I bought to replace the larger right-angled jacks on my pedal board. These seem OK for the task. The pancake section is 34 mm long (shorter than most right angled jacks), and just 12 mm thick above the base of the jack shaft, which makes then just 2 or 3 mm thinner than the right angled jacks I was using before. It might not seem like much but it does count and does help on a crowded pedal board. However, there are problems...
1) The pancake section is 20 mm wide and therefore protrudes 10 mm from the centre line of the jack plug itself. That means that you cannot use two of these side-by-side unless both sockets you plug into are at least 20 mm apart. Alas, the stereo inputs on my TC Electronics pedals (reverb and delay) are 17 mm apart centre-to-centre so I can't use these jacks at those pedals in stereo.
2) The product description says it will accept 4 mm - 6.7 mm cables but my 5 mm cables did not grip and even an unsoldered 6mm cable pulled out with little difficulty. I used heat shrink to add a little extra thickness but even If these were not being used on a pedal board, I'd be unhappy with anything less than 6 mm cable.
Aside from that these seem otherwise good and are easy to solder (if your solder and wire prep skills are neat). Strip 10 mm of insulation, push back and twist the shield, strip 5mm insulation off the core wire, tin the wires, trim the sheild to 5mm and solder away.

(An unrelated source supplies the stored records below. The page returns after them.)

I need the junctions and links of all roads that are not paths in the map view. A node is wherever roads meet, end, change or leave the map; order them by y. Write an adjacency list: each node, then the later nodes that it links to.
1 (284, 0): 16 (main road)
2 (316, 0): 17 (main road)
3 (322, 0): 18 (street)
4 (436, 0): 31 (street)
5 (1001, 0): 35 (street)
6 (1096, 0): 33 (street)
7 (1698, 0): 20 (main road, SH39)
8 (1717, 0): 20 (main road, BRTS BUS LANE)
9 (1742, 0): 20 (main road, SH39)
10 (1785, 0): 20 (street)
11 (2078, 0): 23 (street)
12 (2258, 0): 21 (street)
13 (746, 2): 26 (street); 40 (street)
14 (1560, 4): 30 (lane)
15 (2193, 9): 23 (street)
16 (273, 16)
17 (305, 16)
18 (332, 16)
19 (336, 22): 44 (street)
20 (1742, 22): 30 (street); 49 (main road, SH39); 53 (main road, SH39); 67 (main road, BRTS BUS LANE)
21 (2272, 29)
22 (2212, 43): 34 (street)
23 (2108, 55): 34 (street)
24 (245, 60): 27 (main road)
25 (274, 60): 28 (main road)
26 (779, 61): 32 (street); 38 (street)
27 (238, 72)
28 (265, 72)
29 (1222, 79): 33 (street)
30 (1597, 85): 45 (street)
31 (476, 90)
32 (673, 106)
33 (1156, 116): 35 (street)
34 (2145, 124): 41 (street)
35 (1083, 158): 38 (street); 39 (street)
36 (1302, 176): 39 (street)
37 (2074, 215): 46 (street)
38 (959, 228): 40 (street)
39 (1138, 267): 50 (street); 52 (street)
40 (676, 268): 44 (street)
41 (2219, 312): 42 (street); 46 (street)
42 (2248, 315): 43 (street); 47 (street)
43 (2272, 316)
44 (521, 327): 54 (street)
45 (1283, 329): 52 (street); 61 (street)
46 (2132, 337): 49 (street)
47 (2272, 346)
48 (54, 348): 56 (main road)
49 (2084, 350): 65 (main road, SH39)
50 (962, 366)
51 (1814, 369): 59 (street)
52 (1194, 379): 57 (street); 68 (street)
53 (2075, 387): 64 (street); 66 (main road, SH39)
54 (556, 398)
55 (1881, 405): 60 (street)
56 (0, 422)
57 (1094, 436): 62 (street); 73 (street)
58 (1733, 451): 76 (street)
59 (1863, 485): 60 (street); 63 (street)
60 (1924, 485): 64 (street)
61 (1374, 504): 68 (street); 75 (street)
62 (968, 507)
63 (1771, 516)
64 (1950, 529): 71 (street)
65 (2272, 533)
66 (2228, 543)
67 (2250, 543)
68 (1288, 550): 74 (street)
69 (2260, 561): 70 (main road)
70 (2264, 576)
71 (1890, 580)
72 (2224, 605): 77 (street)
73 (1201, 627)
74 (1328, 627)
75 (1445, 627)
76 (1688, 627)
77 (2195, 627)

If you need heat shrink to add a little extra diameter, use 15 - 20 mm length.
Update: I had high frequency tone loss with a cable, got a negative capacitance reading (which is of course nonsense) with a cable and traced it to a partial short (150kΩ between tip and sleeve) from in one of these jacks. Having tested more of them I found the same issue. I have since replaced them all with a solderless jack set, which is not without its share of issues either but better quality overall.